The federated learning approach for multi-tenant deployment builds on the foundation of McMahan et al. (2017) for federated averaging, adapted to the LoRA setting by the FedPara framework (Hyeon-Woo et al., 2024). Our contribution is the application of federated LoRA to enterprise language models with coordinate-based tenant isolation.
12. Conclusion and Future Directions
This paper has presented a comprehensive adaptation of the transformer architecture for enterprise decision contexts, establishing it as the Cognition Layer (Layer 1) of the agentic company intelligence stack. The three key innovations — cross-agent attention, hierarchical positional encoding, and enterprise pre-training objectives — address the fundamental gaps between standard NLP transformers and the requirements of enterprise language understanding in multi-agent governance systems.

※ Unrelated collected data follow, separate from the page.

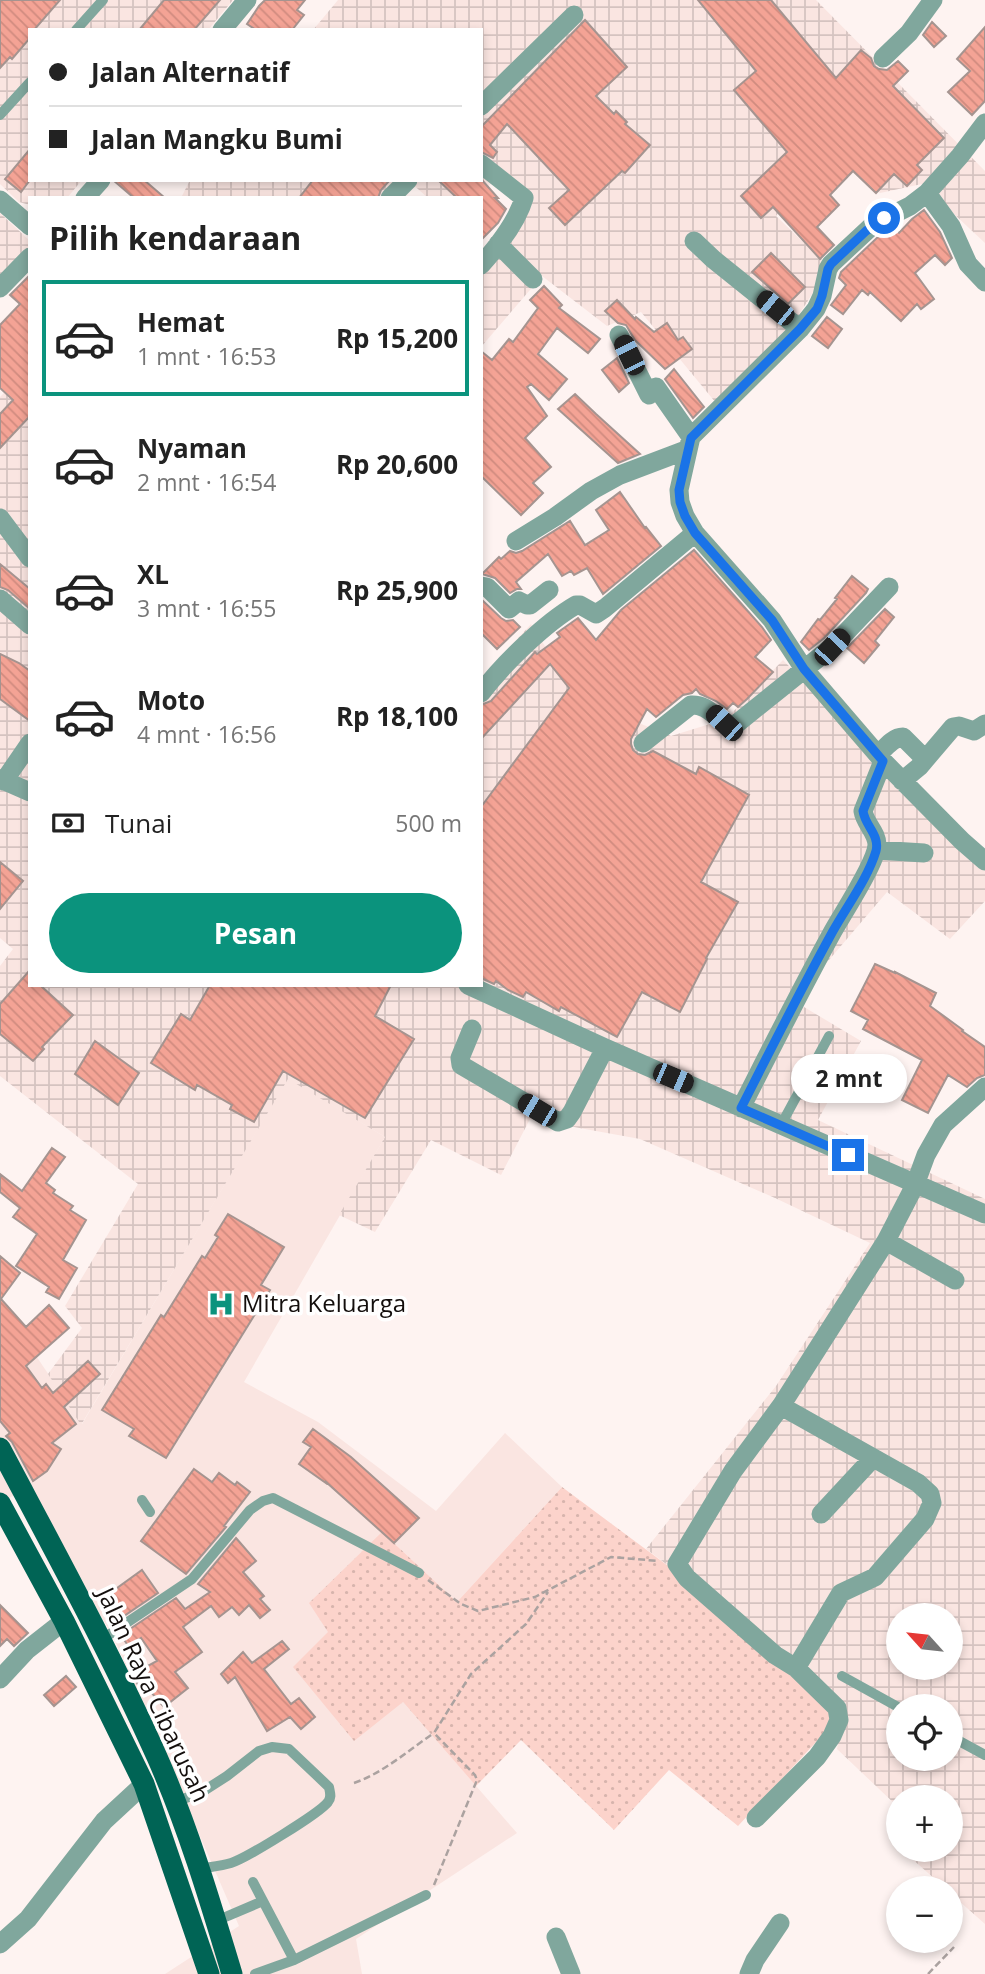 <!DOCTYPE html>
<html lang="id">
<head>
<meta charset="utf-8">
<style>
	body { margin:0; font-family:"Open Sans",sans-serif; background:#f2f2f2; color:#222; height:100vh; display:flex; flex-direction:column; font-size:26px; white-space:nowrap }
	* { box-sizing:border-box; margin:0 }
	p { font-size:23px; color:#767676 }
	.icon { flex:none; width:38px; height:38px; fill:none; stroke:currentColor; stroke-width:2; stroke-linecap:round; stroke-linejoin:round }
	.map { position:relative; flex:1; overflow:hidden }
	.sheet { position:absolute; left:28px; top:196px; width:455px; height:791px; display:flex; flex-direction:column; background:#fff; border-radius:0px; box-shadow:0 4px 10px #0003 }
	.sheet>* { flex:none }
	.hud { position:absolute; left:28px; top:28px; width:455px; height:154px; border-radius:0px; box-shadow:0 4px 10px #0003; display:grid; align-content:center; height:154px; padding:0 21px; background:#fff }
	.needle { width:46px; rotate:297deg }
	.buttons { position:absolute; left:886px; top:1603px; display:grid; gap:14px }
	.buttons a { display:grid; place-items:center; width:77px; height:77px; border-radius:50%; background:#fff; box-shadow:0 4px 10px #0003; font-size:35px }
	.end { position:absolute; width:32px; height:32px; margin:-16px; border:9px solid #1a73e8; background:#fff; box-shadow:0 0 0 4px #fff }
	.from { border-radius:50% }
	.bubble { position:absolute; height:49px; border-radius:24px; background:#fff; box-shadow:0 4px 10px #0003; font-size:23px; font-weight:700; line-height:49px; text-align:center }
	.car { position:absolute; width:21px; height:42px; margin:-21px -10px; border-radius:9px; box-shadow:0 0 5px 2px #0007; background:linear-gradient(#222 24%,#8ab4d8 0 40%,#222 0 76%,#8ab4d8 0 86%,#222 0) }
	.hud b { display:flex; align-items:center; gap:24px; height:66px; font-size:26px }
	.hud b+b { border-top:2px solid #e0e0e0 }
	.hud i { width:18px; height:18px; background:#222 }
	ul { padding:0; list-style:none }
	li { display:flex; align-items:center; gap:21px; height:116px; margin:0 14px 10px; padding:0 7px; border:4px solid transparent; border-radius:0px }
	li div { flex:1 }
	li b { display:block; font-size:26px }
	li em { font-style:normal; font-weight:700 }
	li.on { border-color:#0b937d }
	li>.icon { width:63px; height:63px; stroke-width:1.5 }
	h2 { padding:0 21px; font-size:32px; line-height:84px }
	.pay { display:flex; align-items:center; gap:18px; height:77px; padding:0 21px; font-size:26px }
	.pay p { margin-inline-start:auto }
	.button { display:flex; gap:14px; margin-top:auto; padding:14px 21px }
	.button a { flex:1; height:80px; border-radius:42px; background:#0b937d; color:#fff; font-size:28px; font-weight:700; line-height:80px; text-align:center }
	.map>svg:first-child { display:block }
</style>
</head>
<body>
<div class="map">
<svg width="985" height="1974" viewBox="0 0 985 1974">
	<defs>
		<pattern id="industrial-grid" width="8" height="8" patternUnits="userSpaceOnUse" patternTransform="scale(1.75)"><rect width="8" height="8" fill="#fae5e1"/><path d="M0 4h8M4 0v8" fill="none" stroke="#d5c3c0"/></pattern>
		<pattern id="grass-dots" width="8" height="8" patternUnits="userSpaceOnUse" patternTransform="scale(1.75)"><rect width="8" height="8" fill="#fcd3cb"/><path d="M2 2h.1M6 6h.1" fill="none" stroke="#d7b4ad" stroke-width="1.8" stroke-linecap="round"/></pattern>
		<pattern id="building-back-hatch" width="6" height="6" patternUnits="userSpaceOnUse" patternTransform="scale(1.75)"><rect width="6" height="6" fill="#f4a395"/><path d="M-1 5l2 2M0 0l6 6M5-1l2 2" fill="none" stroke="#d08b7f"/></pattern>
	</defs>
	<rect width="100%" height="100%" fill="#fef3f1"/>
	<path fill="#fae5e1" d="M288,1078L385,1137L244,1382L318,1422L436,1511L505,1433L562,1487L457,1602L382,1532L403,1702L517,1833L356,1939L362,1974H165L239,1926L113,1636L24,1491L0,1502V1358L24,1338L82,1424Z"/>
	<path fill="url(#industrial-grid)" fill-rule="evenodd" d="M0,0H233L208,30H30V180H82L67,198H30V205L19,202L0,184Z
		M338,0H816L985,171V243L922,184L880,193L808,136L807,177L776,216L824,262L816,288L784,338L716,403L641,312L607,326L542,276L481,347V256L528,196L500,174L477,198H428L409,181L393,198H181L190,180H481V30H313Z
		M0,213L30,241V246L0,275Z
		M30,366V985H481V679L531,624L560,670L594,705L671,736L726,719L783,660L985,867V901L950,939L887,892L794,1001L861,1041L818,1120L985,1199V1924L950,1893V1888H945L902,1850H950V1797H898V1807L837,1749L844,1712L800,1664L646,1549L776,1386L870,1243L775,1198L640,1139L530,1119L501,1175L431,1140L375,1232L339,1215L385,1137L288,1079L81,1425L48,1374L82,1328L65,1306L138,1184L0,1076V966L13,949L0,938V397ZM898,1615H950V1668H898ZM898,1706H950V1759H898Z"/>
	<path fill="url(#grass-dots)" d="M562,1487L800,1664L844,1712L738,1826L669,1770L614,1830L521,1740L476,1786L403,1702L354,1741L293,1667L328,1632L309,1603L382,1532L457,1602Z"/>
	<path fill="url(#building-back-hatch)" stroke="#a59490" stroke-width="2" d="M0,0H60L34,30H30V38L12,59L10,57L0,68Z
		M164,0H220L194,30H139Z
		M265,0H305L297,10L304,15L292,30H256L247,24L259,6Z
		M698,0H771L836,78L861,50L871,58L874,66L879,69L887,70L898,61L908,71L893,86L944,138L917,165L922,170L907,186L894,174L876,193L853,171L830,195L839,205L817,227L834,245L820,259L773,207L761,218L741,196L787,152L734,90L756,71Z
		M585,20L627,67L596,96L614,114L616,111L627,122L625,124L650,145L625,173L622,171L565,225L549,208L569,190L507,124L490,145L497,152L493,158L481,152V127Z
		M932,22L946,36L934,47L923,35Z
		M985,27V101L972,115L948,92L970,71L957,59Z
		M30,149V180L21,192L5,179Z
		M113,180H144L165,198H134Z
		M313,180H390L381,190L378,198H299Z
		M438,180H482L498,198H495L506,209L498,223L481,240V198H457Z
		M924,210L940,232L952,258L945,265L935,255L915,273L934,299L921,309L917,304L901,321L870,292L868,295L862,290L843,314L831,305L846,285L839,278L841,272L881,234L893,228L899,233L912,219Z
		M771,253L805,287L788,304L752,272Z
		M30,275V416L0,448V414L13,400L0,388V325L20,304L10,295Z
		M544,286L562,305L559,308L600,339L588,353L557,328L538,354L567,379L549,400L531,384L527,387L547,416L525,438L551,467L533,483L543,493L521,515L481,476V351L492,360L509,339L513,342L538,308L530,300Z
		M617,300L635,319L636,317L654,332L667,323L678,340L683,337L692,349L665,369L635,340L626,325L618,323L605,311Z
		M827,317L842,329L828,348L812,336Z
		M617,358L629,383L619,392L602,370Z
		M674,369L704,407L693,418L665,379Z
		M575,394L596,414L640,454L618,463L558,409Z
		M620,492L645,528L646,527L661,546L603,594L587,568L574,575L571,571L562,576L548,554L516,582L521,589H517L510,593L495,578L482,574L499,557L501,559L510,551L516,553L522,551L570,521L585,545L609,530L596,510Z
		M694,550L762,627L771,640L755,657L773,672L747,699L738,707L733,703L727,709L716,701L700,694L696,689L692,693L683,695L656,717L647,709L631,739V744L633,750L638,754L645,755L653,751L696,774L699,767L749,795L701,882L738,902L706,958L707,959L680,1012L642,992L617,1037L561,1007L559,1011L526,992L523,997L508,990L496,981L494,984L481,978V807L569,688L550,664L481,739V705L491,701L535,652L537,654L560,637L557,633L578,618L596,640L621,610Z
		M0,564L30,589V609L8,590L0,587Z
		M852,576L868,589L866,593L824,638L809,650L801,642L818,619L820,620L837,599L835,598Z
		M481,599L501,618L506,621L513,620L520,627L497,649L481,633Z
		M885,609L894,617L875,641L879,645L864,663L847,648Z
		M0,654L19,663L30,671V721L0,699Z
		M0,862L23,881L0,909Z
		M875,964L895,973V972L936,993L930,1006L963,1030L962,1031L985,1047V1075L977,1078L967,1087L948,1075L928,1113L902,1100L922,1060L863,1029L868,1020L851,1011Z
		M30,970V985H40L73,1015L42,1047L44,1049L33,1061L0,1034V1004Z
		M210,985H391L375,1016L414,1039L365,1118L283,1071L254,1122L230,1109L232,1105L197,1085L195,1090L151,1063L181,1014L190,1020Z
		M95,1041L139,1073L118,1105L75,1074Z
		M52,1148L65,1157L46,1183L55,1190L53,1193L73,1206L70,1210L86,1220L63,1260L77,1268L59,1299L46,1292L49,1287L16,1266L37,1234L13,1217L20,1208L0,1192V1174L22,1191Z
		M228,1214L284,1247L261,1285L270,1290L166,1458L129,1436L134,1429L102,1410L161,1315L164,1317L202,1256L205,1258L218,1237L215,1235Z
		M0,1256L20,1273L1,1299L26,1327L49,1305L69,1328L26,1366L42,1388L46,1384L53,1393L88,1361L100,1374L64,1407L76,1424L52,1443L61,1449L47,1471L33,1481L12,1442L6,1436L10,1433L0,1421Z
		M313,1429L351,1457L419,1518L394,1543L326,1482V1483L299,1464L311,1447L303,1442Z
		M194,1469L212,1482L219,1473L235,1485L237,1482L250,1492L224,1526L226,1527L186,1574L141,1541Z
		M236,1538L256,1561L243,1572L264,1596L260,1599L270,1610L260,1618L249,1605L239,1615L232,1607L219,1617L211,1606L183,1627L202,1652L175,1672L188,1688L164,1707L151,1692L143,1696L133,1674L157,1661L141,1638L129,1647L121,1635L176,1598L185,1609L210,1592L198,1584Z
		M142,1570L158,1593L121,1618L106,1596Z
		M0,1605L28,1633L14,1646L7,1639L0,1646Z
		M282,1641L289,1649L264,1669L291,1704L299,1698L315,1717L301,1729L290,1717L267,1731L235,1677L228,1683L221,1674L243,1652L252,1663Z
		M66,1676L76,1687L54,1706L44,1695Z"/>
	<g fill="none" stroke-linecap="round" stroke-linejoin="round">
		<path stroke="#aba2a0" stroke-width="2.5" stroke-dasharray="7 3.5" stroke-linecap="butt" d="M428,1580L461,1604L478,1611L535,1597L611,1557L659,1561
			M354,1783C383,1773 409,1750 434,1733
			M434,1885L477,1780L475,1775L434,1733L471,1674L526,1624L548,1592
			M928,1974L954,1947"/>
		<path stroke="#80a79d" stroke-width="10" d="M76,30L103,0
			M0,115L30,82
			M781,1125L829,1036
			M142,1500L150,1512
			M101,1640L192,1579L250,1510L263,1501L273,1498L419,1573
			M842,1676L898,1707
			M950,1736L985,1755
			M175,1802L202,1792L227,1776L259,1751L272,1747L289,1749L329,1787C330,1793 332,1797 328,1802C320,1813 245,1859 231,1863C221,1866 210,1867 199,1869
			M253,1882L294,1960
			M216,1921L263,1901
			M255,1974L294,1960L426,1895"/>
		<path stroke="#80a79d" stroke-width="19" d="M222,30L247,0
			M883,58L909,33L933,0
			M481,106L574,15
			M985,123L960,156L927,193L910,206L874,224L831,264L828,269L822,296L816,309L800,329L691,437L679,490L680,502L685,516L695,533L772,620L804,669L883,761L962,841L985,861
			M481,164L524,198C517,222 498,246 481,265
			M927,193L951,226L968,264L985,282
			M85,198L101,180
			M390,198L408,180
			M0,200L30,226
			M694,241L713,259L800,329
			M498,244L533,279
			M0,288L30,257
			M619,335L649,395L656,387L691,437
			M0,518L30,558
			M516,541L555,517L591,491L620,475L686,450
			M481,586L487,587L509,609L519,601L527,605H530L549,590
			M0,599L30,625
			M481,693C503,664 545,623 576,605H580L596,614L605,608L695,533
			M643,743L691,705C712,704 717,725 735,725L832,647L889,587
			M878,755C885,748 893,737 903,737L925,759
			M0,779L30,792
			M4,781L30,743
			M902,781L919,767L953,727L959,726L974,731L985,724
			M876,850L924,853
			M468,985L605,1048L985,1214
			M472,1029L460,1058L461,1065L558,1122L567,1119L572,1112L605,1048
			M741,1108C771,1049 801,989 833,931C843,913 876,863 877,845C877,832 865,824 863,811L883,761
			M886,1241L955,1280
			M781,1406L918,1483L930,1494L932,1503L925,1519L875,1577L841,1593L796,1668
			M821,1514L873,1458
			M0,1679L27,1650L64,1621
			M756,1818L817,1757L832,1736L839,1720L837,1708L796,1668L775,1655L687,1578L677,1564L733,1471L781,1406L886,1241L915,1185L926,1155L943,1125L985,1087
			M556,1937L571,1974
			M0,1944L28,1919L104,1821L144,1784
			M749,1974L755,1960L780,1923"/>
		<path stroke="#006455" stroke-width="21" d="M0,1448C54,1550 110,1652 157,1757C188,1827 210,1901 232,1974
			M0,1503L64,1621L144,1784L209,1974"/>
	</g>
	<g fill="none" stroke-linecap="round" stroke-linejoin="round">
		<path stroke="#1a73e8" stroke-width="9" d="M848,1155L741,1108C771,1049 801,989 833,931C847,906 868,878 876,851C880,835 865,826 863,811L883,761L804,669L772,620L695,533L685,516L680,502L679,490L691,438L800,329L817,309L822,296L828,269L831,264L866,231L884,218"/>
	</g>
	<defs>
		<g id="hospital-bare" transform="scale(2.1)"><path d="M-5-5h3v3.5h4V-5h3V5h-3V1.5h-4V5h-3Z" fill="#0b937d" stroke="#fff" stroke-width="2.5" paint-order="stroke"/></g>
	</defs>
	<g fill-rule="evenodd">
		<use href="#hospital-bare" x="221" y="1304"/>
	</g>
	<g text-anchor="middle" stroke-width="7" stroke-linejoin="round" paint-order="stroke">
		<g font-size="24" fill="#130e0c" stroke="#fff" text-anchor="start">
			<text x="242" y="1312">Mitra Keluarga</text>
		</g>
		<g font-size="24" fill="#130e0c" stroke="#fff">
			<text transform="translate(153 1695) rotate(65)" y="8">Jalan Raya Cibarusah</text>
		</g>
	</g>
</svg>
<div class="buttons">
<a><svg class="needle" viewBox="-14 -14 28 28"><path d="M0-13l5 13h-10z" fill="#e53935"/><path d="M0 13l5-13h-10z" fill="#767676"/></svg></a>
<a><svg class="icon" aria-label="locate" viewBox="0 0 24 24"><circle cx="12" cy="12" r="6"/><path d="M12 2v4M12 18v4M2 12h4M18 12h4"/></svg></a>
<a>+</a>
<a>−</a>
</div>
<i class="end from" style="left:884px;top:218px"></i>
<i class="end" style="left:848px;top:1155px"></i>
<div class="bubble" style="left:791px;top:1054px;width:116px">2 mnt</div>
<i class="car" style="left:775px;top:308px;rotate:309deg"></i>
<i class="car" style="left:629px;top:355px;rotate:334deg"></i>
<i class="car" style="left:832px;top:647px;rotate:43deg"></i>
<i class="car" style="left:724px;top:723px;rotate:313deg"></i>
<i class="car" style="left:673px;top:1078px;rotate:113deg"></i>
<i class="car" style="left:537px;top:1110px;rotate:301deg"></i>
<div class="hud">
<b><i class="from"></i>Jalan Alternatif</b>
<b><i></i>Jalan Mangku Bumi</b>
</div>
<section class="sheet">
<h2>Pilih kendaraan</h2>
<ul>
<li class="on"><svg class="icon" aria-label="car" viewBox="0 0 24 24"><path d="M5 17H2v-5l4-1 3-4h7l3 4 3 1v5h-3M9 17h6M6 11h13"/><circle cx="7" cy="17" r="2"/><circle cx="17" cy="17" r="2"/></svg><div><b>Hemat</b><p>1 mnt · 16:53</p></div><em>Rp 15,200</em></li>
<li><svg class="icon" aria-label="car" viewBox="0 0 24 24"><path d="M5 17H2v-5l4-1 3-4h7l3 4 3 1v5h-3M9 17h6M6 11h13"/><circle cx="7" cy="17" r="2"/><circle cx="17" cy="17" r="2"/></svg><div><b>Nyaman</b><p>2 mnt · 16:54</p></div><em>Rp 20,600</em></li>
<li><svg class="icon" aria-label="car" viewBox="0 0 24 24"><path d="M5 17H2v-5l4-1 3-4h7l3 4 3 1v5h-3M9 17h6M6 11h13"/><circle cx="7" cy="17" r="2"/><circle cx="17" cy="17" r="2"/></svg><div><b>XL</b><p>3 mnt · 16:55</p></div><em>Rp 25,900</em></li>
<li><svg class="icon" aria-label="car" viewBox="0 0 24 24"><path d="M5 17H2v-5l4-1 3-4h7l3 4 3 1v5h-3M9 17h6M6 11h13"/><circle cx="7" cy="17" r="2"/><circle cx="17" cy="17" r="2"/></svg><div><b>Moto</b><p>4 mnt · 16:56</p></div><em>Rp 18,100</em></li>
</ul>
<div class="pay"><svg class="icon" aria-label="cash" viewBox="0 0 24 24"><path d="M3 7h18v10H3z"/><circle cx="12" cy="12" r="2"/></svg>Tunai<p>500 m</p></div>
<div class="button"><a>Pesan</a></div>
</section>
</div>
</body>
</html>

The experimental results demonstrate that these adaptations yield substantial improvements across all evaluated tasks, with particularly strong gains on tasks requiring organizational awareness and cross-agent reasoning. The 34% reduction in cross-agent fusion error and the 28% improvement in structure extraction F1 represent meaningful advances for practical enterprise AI deployments.
Future work will focus on three directions. First, extending the cross-agent attention mechanism to support dynamic agent populations where new agents join and existing agents depart during a decision process. Second, developing unsupervised methods for discovering organizational structure from document patterns, eliminating the need for explicit coordinate metadata. Third, investigating the interaction between the Cognition Layer and the Decision Layer (Layer 2), where transformer outputs serve as features for gradient boosting and random forest models that make operational predictions.
The ultimate vision is a fully integrated intelligence stack where the Cognition Layer provides deep language understanding, the Decision Layer makes accurate predictions, the Planning Layer optimizes multi-step strategies, and the Control Layer executes and enforces policies — all coordinated through the MARIA OS governance framework that ensures human authority is preserved at every level.